Content starts

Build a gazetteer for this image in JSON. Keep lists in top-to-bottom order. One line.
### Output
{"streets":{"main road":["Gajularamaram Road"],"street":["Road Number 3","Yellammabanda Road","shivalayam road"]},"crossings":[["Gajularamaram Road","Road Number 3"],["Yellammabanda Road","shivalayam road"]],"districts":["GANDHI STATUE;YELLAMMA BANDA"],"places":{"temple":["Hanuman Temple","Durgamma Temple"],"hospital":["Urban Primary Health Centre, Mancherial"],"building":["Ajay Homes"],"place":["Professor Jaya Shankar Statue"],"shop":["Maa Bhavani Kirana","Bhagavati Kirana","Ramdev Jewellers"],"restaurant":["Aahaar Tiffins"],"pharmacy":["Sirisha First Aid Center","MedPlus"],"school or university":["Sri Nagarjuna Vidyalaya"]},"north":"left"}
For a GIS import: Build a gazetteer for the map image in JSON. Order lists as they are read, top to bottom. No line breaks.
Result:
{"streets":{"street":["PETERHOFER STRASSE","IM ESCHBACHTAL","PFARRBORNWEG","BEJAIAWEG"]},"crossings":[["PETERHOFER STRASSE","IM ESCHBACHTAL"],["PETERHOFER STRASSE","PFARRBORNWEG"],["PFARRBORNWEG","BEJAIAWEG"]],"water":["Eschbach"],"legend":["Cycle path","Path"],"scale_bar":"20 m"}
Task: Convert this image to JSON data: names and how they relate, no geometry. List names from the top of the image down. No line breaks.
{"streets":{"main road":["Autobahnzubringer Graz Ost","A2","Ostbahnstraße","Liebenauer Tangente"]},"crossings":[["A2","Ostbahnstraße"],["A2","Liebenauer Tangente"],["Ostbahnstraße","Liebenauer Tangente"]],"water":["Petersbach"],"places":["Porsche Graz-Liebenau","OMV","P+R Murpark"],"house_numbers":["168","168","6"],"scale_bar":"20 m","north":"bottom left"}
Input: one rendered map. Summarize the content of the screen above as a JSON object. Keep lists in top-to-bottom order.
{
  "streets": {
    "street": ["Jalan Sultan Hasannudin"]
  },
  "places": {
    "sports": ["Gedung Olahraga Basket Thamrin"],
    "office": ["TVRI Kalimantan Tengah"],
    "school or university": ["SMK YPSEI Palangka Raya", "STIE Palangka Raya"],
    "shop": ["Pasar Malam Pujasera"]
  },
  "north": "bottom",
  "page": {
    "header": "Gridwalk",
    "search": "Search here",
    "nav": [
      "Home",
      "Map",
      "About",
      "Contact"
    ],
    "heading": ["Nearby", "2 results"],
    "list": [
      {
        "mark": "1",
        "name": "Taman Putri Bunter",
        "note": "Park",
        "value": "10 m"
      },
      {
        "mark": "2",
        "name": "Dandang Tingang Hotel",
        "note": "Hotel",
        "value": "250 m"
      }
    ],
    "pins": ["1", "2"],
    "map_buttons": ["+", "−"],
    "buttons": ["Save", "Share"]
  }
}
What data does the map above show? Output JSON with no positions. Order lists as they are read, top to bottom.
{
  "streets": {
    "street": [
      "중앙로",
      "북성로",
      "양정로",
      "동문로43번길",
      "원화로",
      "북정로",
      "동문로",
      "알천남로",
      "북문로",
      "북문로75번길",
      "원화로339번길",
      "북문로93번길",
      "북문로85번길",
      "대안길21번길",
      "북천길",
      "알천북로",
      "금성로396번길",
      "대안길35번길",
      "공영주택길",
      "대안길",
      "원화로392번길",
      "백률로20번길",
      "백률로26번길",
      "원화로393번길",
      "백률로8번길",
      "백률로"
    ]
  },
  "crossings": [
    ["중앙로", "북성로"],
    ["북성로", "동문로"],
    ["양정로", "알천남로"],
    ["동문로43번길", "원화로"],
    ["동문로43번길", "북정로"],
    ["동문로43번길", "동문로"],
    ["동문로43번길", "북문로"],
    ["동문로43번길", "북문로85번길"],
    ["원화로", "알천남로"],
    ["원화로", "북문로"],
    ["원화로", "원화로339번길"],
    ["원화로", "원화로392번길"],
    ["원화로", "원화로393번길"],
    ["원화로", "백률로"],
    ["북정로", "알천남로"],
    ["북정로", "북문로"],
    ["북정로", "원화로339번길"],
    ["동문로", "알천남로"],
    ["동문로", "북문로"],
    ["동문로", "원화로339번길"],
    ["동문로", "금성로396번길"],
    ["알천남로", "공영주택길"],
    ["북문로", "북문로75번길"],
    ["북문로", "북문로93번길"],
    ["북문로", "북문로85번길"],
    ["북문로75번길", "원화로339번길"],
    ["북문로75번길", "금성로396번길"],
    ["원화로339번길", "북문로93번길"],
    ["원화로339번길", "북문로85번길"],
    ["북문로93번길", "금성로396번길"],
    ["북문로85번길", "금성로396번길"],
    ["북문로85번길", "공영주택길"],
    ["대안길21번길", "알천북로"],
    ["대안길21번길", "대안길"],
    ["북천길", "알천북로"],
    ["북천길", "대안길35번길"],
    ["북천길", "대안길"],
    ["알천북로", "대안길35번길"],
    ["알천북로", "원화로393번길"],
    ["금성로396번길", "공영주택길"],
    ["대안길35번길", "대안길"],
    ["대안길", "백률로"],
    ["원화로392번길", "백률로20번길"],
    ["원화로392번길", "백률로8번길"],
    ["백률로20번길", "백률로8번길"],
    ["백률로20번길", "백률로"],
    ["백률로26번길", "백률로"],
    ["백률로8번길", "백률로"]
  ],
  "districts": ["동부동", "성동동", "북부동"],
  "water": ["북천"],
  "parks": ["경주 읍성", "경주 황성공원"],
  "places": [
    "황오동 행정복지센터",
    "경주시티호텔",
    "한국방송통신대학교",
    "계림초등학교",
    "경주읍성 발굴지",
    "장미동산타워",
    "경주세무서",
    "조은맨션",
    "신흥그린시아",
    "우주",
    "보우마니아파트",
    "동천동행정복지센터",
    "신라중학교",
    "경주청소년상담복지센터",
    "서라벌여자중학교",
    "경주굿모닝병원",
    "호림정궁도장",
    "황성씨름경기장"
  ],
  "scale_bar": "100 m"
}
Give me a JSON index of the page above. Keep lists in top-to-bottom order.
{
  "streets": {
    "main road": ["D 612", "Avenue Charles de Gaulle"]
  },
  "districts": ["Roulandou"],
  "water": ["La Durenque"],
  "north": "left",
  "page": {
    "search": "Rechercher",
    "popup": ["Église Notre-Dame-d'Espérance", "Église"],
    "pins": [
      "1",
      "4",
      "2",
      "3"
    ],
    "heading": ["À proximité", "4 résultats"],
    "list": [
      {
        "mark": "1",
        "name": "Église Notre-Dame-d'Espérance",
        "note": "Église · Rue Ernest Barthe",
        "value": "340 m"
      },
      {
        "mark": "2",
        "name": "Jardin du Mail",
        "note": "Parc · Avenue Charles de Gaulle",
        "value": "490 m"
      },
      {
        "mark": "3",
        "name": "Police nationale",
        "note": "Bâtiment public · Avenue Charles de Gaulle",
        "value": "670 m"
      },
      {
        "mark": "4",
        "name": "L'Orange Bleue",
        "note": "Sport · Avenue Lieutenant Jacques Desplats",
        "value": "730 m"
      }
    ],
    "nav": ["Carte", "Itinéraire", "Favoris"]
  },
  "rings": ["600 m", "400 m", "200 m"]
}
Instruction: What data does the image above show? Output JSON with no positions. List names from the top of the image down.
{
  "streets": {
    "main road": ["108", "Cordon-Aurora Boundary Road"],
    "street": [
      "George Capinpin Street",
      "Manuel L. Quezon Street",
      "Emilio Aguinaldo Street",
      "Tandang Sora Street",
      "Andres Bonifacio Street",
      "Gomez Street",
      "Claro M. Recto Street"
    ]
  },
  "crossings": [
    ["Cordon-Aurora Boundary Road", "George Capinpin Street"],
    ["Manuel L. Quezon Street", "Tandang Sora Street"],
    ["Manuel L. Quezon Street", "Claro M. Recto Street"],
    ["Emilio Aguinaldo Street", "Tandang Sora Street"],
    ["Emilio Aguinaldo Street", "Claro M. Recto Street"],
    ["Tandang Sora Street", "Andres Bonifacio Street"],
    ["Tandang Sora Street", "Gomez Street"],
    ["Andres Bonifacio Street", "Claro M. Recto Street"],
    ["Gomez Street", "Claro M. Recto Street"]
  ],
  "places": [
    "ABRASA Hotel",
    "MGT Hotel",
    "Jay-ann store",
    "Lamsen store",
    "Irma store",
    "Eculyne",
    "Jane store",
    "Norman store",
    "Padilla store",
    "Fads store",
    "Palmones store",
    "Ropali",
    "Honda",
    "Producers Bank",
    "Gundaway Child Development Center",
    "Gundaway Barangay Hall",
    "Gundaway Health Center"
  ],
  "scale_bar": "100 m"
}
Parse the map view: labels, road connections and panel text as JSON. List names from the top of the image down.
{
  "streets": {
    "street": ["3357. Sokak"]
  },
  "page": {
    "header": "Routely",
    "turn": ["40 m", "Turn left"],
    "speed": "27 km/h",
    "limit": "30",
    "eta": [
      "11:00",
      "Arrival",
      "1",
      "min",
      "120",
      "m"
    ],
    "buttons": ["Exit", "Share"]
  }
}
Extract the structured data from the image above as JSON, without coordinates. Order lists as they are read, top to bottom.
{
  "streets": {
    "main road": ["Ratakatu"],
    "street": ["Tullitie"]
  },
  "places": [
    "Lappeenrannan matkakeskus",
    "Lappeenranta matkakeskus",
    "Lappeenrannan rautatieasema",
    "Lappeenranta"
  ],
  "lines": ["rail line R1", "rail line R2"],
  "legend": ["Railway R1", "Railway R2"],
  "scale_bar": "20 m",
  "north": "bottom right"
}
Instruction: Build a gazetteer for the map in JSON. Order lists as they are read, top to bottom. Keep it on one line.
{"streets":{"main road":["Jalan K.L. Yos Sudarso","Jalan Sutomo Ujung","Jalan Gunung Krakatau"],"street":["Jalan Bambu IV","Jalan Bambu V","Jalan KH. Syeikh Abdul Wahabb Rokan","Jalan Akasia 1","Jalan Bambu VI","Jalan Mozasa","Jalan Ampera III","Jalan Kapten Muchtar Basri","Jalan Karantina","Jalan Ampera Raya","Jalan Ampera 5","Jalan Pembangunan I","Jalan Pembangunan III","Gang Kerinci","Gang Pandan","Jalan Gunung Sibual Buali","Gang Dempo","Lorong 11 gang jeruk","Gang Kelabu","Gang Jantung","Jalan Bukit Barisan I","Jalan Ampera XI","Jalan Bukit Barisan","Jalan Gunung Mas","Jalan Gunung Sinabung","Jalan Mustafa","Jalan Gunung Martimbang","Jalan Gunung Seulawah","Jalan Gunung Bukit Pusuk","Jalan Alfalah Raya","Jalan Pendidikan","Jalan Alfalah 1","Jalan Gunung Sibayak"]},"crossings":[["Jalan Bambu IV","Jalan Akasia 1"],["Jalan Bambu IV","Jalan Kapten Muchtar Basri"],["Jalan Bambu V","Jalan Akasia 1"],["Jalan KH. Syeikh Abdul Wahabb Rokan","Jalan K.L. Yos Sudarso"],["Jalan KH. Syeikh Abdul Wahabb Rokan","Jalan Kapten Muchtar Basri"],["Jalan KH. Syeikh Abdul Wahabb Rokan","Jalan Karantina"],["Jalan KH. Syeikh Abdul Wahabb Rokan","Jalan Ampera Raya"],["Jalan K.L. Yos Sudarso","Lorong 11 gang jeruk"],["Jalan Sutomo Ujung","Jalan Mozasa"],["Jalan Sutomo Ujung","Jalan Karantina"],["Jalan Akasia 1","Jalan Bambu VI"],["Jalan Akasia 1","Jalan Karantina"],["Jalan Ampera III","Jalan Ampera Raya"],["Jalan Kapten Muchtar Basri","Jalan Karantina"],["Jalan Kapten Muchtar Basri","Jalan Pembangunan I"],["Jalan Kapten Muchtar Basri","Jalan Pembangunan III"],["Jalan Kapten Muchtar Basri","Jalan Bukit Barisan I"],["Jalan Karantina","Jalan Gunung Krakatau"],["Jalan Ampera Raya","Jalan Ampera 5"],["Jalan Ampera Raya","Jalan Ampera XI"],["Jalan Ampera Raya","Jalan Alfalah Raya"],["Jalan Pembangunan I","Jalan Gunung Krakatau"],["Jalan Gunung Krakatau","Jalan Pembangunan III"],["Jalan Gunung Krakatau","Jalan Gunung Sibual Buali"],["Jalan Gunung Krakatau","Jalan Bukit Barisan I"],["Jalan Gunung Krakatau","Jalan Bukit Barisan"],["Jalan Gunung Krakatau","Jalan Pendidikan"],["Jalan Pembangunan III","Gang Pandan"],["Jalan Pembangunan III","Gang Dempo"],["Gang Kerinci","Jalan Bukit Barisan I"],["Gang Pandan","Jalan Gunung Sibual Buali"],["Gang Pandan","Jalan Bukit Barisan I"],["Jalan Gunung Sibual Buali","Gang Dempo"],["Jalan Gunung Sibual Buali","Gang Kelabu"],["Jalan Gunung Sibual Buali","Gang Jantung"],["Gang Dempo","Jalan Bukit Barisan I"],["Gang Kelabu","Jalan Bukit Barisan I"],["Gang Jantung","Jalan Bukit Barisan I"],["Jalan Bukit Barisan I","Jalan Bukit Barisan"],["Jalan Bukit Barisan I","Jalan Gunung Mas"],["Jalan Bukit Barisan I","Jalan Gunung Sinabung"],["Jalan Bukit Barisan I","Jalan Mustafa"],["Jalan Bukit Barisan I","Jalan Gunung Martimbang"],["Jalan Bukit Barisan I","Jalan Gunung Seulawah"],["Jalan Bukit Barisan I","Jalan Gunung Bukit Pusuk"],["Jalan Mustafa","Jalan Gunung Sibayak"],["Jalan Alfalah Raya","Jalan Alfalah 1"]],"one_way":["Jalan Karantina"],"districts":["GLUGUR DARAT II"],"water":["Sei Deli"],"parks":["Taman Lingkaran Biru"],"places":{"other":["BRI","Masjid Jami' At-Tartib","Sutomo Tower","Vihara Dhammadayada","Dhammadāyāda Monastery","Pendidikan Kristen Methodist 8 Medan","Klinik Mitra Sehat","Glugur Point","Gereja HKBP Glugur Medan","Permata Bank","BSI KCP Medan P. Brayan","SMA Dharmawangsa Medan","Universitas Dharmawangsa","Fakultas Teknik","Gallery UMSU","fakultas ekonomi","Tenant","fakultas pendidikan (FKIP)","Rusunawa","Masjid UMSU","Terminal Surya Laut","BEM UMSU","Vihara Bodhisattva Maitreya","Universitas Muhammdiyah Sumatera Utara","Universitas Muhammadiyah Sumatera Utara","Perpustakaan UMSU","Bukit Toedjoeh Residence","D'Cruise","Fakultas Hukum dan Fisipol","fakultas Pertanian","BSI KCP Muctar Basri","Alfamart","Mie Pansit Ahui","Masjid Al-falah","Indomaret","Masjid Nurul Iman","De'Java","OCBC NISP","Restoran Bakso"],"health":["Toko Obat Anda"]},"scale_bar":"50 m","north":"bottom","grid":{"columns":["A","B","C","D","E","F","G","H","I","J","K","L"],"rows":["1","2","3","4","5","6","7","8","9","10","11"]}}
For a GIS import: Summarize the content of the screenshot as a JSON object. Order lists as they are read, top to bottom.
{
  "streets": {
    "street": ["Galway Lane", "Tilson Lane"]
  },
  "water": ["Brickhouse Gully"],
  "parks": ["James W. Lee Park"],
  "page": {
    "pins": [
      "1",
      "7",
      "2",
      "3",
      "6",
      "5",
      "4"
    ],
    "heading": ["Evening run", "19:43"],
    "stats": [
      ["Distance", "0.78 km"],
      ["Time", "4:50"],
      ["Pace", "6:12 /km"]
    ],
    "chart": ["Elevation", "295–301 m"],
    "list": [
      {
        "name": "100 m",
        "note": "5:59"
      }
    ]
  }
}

Content ends

■ Exercise
Give the number of lines in the records above that contain "Recto", with no other words.

■ Output below
5